Cruzamentos poderosos
- Faixa 99 × menor de 18 anos: 16.686 vínculos com remuneração impossível ou fraudada.
- Setor × raça: construção civil é 67% negra, finanças é 24% negra.
- Gênero × teto: homens dominam 52% a mais no topo salarial.
- Ocupação × raça × salário: penalidade racial de 23% mesmo controlando a ocupação.
- CAGED × setor: construção civil é o único setor com saldo de emprego negativo.
- Informalidade × direitos: 38% dos trabalhadores estão sem CLT, sem férias e sem décimo terceiro.
- Gênero × gerência: mulheres ocupam 35% das gerências apesar de responderem por 45% dos vínculos.
- Remuneração × ocupação × raça: no estrato mais alto, 25% dos trabalhadores são negros; no mais baixo, 55%.
Hipóteses explicativas
A disparidade entre banqueiros e professores pode ser explicada pela hipótese da captura: o setor financeiro tem poder de influenciar políticas públicas e práticas de mercado de forma a manter seus salários elevados. A teoria da escolha ocupacional explica por que estudantes com boas opções migram para as finanças — os prêmios salariais ali são simplesmente maiores. A conexão com gênero mostra que setores de cuidado, como o magistério, são sistematicamente desvalorizados, muitas vezes por serem historicamente ocupados por mulheres. E a segregação ocupacional racial se perpetua, em boa parte, por redes de contatos majoritariamente masculinas e brancas que recrutam seus próprios pares para os cargos de maior remuneração.

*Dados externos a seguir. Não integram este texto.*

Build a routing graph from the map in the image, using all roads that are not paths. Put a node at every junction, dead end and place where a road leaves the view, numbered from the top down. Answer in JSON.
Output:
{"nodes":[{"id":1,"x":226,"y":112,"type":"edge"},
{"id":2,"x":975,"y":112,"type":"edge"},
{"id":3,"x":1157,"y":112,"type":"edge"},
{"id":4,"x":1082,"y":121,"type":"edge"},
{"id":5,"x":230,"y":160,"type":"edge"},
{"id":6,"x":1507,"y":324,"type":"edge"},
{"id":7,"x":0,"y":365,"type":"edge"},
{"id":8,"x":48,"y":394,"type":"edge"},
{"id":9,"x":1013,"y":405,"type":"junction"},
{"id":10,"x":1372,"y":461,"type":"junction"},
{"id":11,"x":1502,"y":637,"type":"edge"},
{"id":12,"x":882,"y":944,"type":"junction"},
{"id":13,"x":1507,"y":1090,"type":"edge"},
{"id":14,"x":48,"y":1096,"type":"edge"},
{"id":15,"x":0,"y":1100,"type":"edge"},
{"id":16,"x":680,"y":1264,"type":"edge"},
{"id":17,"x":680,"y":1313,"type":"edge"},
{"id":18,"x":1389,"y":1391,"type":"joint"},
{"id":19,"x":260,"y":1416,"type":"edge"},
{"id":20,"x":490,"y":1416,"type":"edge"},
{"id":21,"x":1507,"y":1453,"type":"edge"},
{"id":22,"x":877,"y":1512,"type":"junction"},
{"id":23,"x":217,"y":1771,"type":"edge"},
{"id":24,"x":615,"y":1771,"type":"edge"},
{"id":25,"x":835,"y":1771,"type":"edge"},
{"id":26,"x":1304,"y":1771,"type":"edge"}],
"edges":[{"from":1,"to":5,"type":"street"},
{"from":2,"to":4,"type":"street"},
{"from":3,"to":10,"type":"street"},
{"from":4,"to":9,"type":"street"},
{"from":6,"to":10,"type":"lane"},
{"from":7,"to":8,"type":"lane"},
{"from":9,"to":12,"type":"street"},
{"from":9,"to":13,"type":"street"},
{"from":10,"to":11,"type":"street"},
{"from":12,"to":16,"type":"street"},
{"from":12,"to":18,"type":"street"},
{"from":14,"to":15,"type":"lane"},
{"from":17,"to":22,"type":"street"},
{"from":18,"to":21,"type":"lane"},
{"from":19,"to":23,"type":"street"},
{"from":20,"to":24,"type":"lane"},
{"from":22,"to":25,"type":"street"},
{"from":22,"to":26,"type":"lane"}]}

Implicações para políticas públicas
A regulação de remuneração no setor financeiro pode ajudar a reduzir parte dessas desigualdades estruturais. Programas de valorização docente, já previstos no Plano Nacional de Educação, precisam sair do papel e ser efetivamente cumpridos. O monitoramento cruzado de vínculos na faixa de 99 salários mínimos combinados com idade abaixo de 18 anos pode funcionar como alerta automático de fraude na folha de pagamento. Licença-maternidade estendida e creches públicas de qualidade podem aumentar a participação feminina no mercado formal. E políticas de diversidade em cargos de gerência precisam deixar de ser voluntárias e passar a ser obrigatórias, com metas claras e prestação de contas.